Data Backups
Data Backups - Why Bother?
For many people, computers have become a daily necessity. We
use them for work, for correspondence and for entertainment.
Many of the files are important documents and losing them
would cost us time and money. Backups are the best way to
prevent their permanent loss.
Don't make the mistake of believing that backups are only
for computer geeks or large corporations, or a task that can
be performed 'when I get around to it'. On the contrary,
backups are a necessity for everyone. Even if your computer
has been running reliably for years, it will fail one day -
either through virus attack, user error or just age.
On that day, one of two things will happen. You'll either
suffer the grief that comes with losing financial
information, passwords, music collections, personal
photographs and all the software you've purchased. Or, you
can repair or replace the computer and restore from the
backups you've been making regularly. The latter is an
annoyance, the first a disaster.
There are, unfortunately, an infinite variety of ways to
lose data. Besides hardware failure, computers can be
destroyed in fires or floods. Hard drives can be damaged by
power surges caused by lightning strikes or data lost by a
child randomly hitting the keyboard. Viruses can infect
systems and erase hard drives.
But there's only one way to get it back - by having it
available to be restored.
What to Backup?
For the average user, it's usually not necessary to backup
every file on the computer, which would require large
storage space. But at bare minimum home users should backup
personal files and irreplaceable software. Spreadsheets with
financial records not easily available from other sources,
legal documents, work-in-progress... the list is large.
But backups needn't be.
The easiest way to do backups is to use the backup software
that comes with the operating system. Windows has a free,
usable backup program while similar ones are available for
Mac, Linux and others. The software is easy to use and
backing up is a simple matter of selecting which folders to
backup. It even has a scheduler so backups can be automated
to occur at convenient times.
For a modest sum backup software can be purchased that will
only backup files changed since a certain date, or since the
last backup. Alternatively, new files could be copied daily
to a backup folder where they can be backed-up by your
backup program. To ease the task of identifying which, use
the Search option to list files 'newer than X'. Once the
list is complete, copy them into the backup folder and run
the program for just that folder.
Some data, such as e-mails are only slightly more difficult
to protect. Some e-mail clients can be configured to keep
copies of received and sent e-mails on the e-mail server.
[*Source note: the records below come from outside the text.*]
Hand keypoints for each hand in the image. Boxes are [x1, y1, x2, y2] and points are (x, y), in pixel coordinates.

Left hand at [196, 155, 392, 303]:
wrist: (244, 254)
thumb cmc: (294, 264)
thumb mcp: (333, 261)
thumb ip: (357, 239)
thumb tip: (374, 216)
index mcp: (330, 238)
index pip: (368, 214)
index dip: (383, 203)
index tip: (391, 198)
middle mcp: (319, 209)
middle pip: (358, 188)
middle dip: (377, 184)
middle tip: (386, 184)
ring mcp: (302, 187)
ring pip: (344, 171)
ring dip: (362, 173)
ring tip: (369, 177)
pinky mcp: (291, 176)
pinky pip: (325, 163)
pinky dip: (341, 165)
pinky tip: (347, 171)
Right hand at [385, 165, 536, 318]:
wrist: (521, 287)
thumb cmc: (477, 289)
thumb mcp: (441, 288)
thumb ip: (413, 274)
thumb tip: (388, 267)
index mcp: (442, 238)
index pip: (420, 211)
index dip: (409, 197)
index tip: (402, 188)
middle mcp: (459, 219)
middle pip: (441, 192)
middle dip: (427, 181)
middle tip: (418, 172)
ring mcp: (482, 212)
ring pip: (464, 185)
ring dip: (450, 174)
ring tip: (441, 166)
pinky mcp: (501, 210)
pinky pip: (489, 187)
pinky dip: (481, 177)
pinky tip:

When that's not an option, most can export messages to a
file, which can then be backed up.
Backups can be done to any kind of removable media -
writeable CD's/DVD's, removable hard drives or even the
newer 'keychain' devices that plug into a USB port. Even
floppy disks can still be used in many cases. Documents
often take a small amount of space. Just set aside 7 disks
and rotate them from week to week.
Daily backups are one more thing to do in a busy schedule.
But the day you lose that file you need and can't restore,
you're going to be a whole lot busier.